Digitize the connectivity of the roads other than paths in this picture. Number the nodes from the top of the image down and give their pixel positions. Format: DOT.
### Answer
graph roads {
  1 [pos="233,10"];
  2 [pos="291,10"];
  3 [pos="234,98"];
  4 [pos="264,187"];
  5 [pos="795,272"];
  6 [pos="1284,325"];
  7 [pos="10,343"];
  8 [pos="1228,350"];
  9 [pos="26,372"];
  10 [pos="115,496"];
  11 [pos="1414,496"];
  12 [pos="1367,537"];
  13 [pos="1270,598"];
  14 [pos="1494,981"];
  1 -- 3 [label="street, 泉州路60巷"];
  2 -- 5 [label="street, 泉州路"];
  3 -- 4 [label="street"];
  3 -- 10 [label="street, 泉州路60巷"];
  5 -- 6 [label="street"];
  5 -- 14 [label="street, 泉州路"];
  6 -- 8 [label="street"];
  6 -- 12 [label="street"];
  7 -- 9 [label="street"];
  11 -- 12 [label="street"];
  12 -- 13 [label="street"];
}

────

For each record above, print an exact copy.

**Response area:**
Digitize the connectivity of the roads other than paths in this picture. Number the nodes from the top of the image down and give their pixel positions. Format: DOT.
### Answer
graph roads {
  1 [pos="233,10"];
  2 [pos="291,10"];
  3 [pos="234,98"];
  4 [pos="264,187"];
  5 [pos="795,272"];
  6 [pos="1284,325"];
  7 [pos="10,343"];
  8 [pos="1228,350"];
  9 [pos="26,372"];
  10 [pos="115,496"];
  11 [pos="1414,496"];
  12 [pos="1367,537"];
  13 [pos="1270,598"];
  14 [pos="1494,981"];
  1 -- 3 [label="street, 泉州路60巷"];
  2 -- 5 [label="street, 泉州路"];
  3 -- 4 [label="street"];
  3 -- 10 [label="street, 泉州路60巷"];
  5 -- 6 [label="street"];
  5 -- 14 [label="street, 泉州路"];
  6 -- 8 [label="street"];
  6 -- 12 [label="street"];
  7 -- 9 [label="street"];
  11 -- 12 [label="street"];
  12 -- 13 [label="street"];
}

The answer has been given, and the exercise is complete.